Breda war versucht, sich weiter mit ihren Kollegen zu streiten, sah aber keinen Sinn und auch kein befriedigendes Ergebnis in Aussicht. Für sie war Michael ein Mörder, egal wie man es drehte und nannte. Sie sah Ophelias Blick auf sich ruhen.
"Ach, vergesst es!" Die Vampirin winkte wütend ab und verließ den Raum.

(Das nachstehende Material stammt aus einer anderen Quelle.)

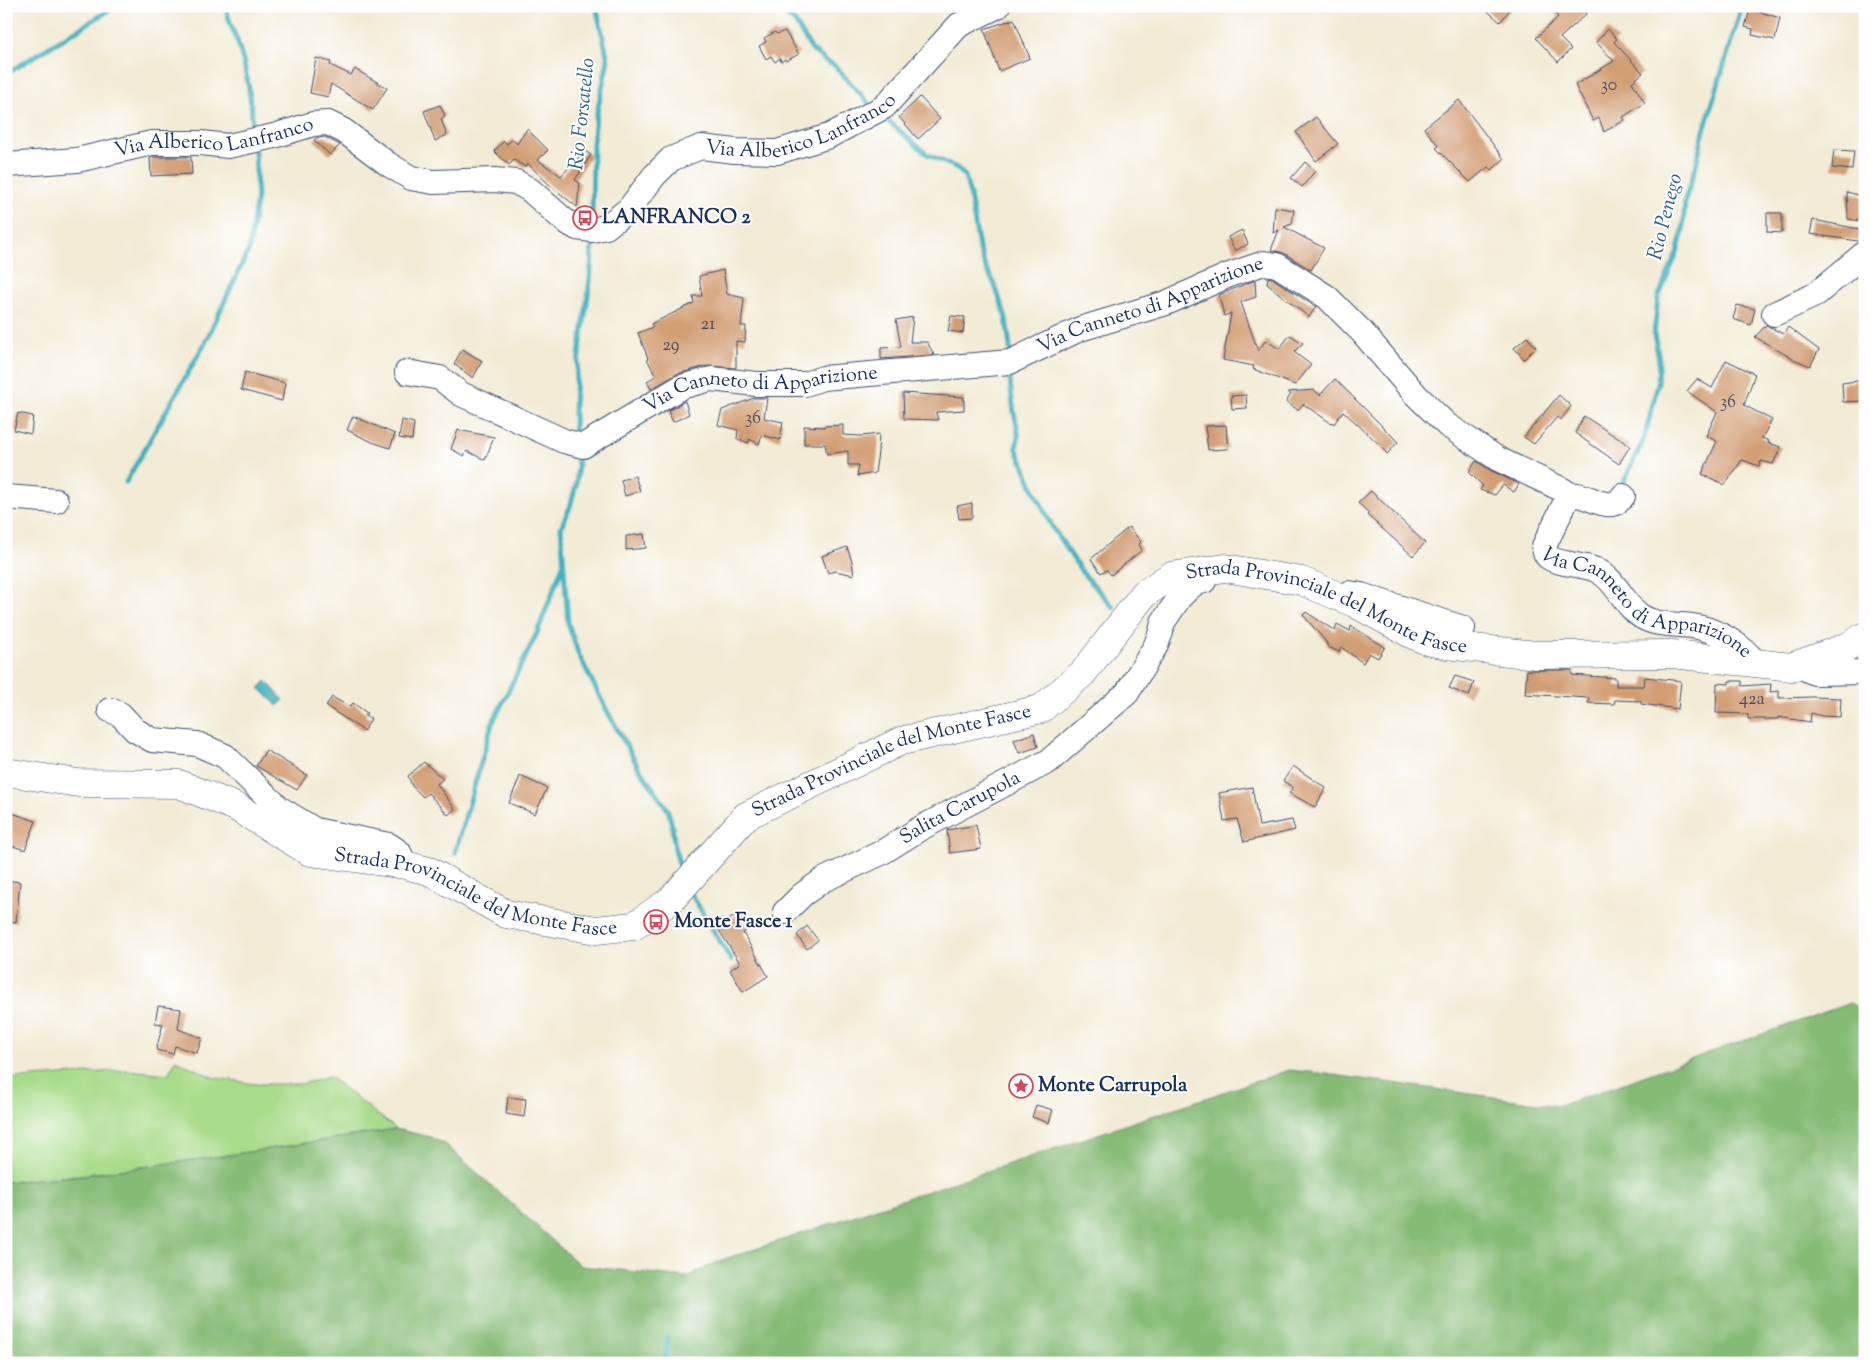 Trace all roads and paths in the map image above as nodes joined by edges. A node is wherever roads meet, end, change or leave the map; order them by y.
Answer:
1 (998, 6) edge
2 (6, 165) edge
3 (1865, 253) edge
4 (1774, 314) dead end
5 (407, 372) dead end
6 (1569, 495) junction
7 (1623, 496) dead end
8 (6, 497) edge
9 (56, 501) dead end
10 (1209, 570) junction
11 (1325, 590) junction
12 (1463, 628) dead end
13 (1865, 636) edge
14 (1756, 663) junction
15 (1796, 665) junction
16 (1865, 672) edge
17 (110, 710) dead end
18 (7, 771) edge
19 (405, 865) junction
20 (785, 912) dead end

1 - 2 street, Via Alberico Lanfranco
3 - 4 street
5 - 6 street, Via Canneto di Apparizione
6 - 7 street
6 - 14 street, Via Canneto di Apparizione
8 - 9 street
10 - 11 main road, Strada Provinciale del Monte Fasce
10 - 19 main road, Strada Provinciale del Monte Fasce
10 - 20 street, Salita Carupola
11 - 12 street
11 - 14 main road, Strada Provinciale del Monte Fasce
13 - 15 main road, Strada Provinciale del Monte Fasce
14 - 15 main road, Strada Provinciale del Monte Fasce
15 - 16 street
17 - 19 street
18 - 19 main road, Strada Provinciale del Monte Fasce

Sie erreichte das Boucherie Rouge, als die Sonne gerade unterging. Schnellen Schrittes stürmte sie die Treppe ins zweite Stockwerk hinauf, grüßte niemanden und öffnete die Tür zu ihrem Büro, die hinter ihr krachend ins Türschloss fiel. Ohne eine Kerze zu entzünden ging sie hinüber zu ihrem Schreibtisch, entnahm ihrer Tasche einen kleinen Schlüssel und öffnete die verschlossene Schublade.
"Gerechtigkeit?", fragte sie die Dunkelheit, als sie das kleine Schwarze in die Schublade legte und sie wieder verschloss.
[1] Ein fürchterlicher Trend, der drohte Ankh-Morpork zu erobern.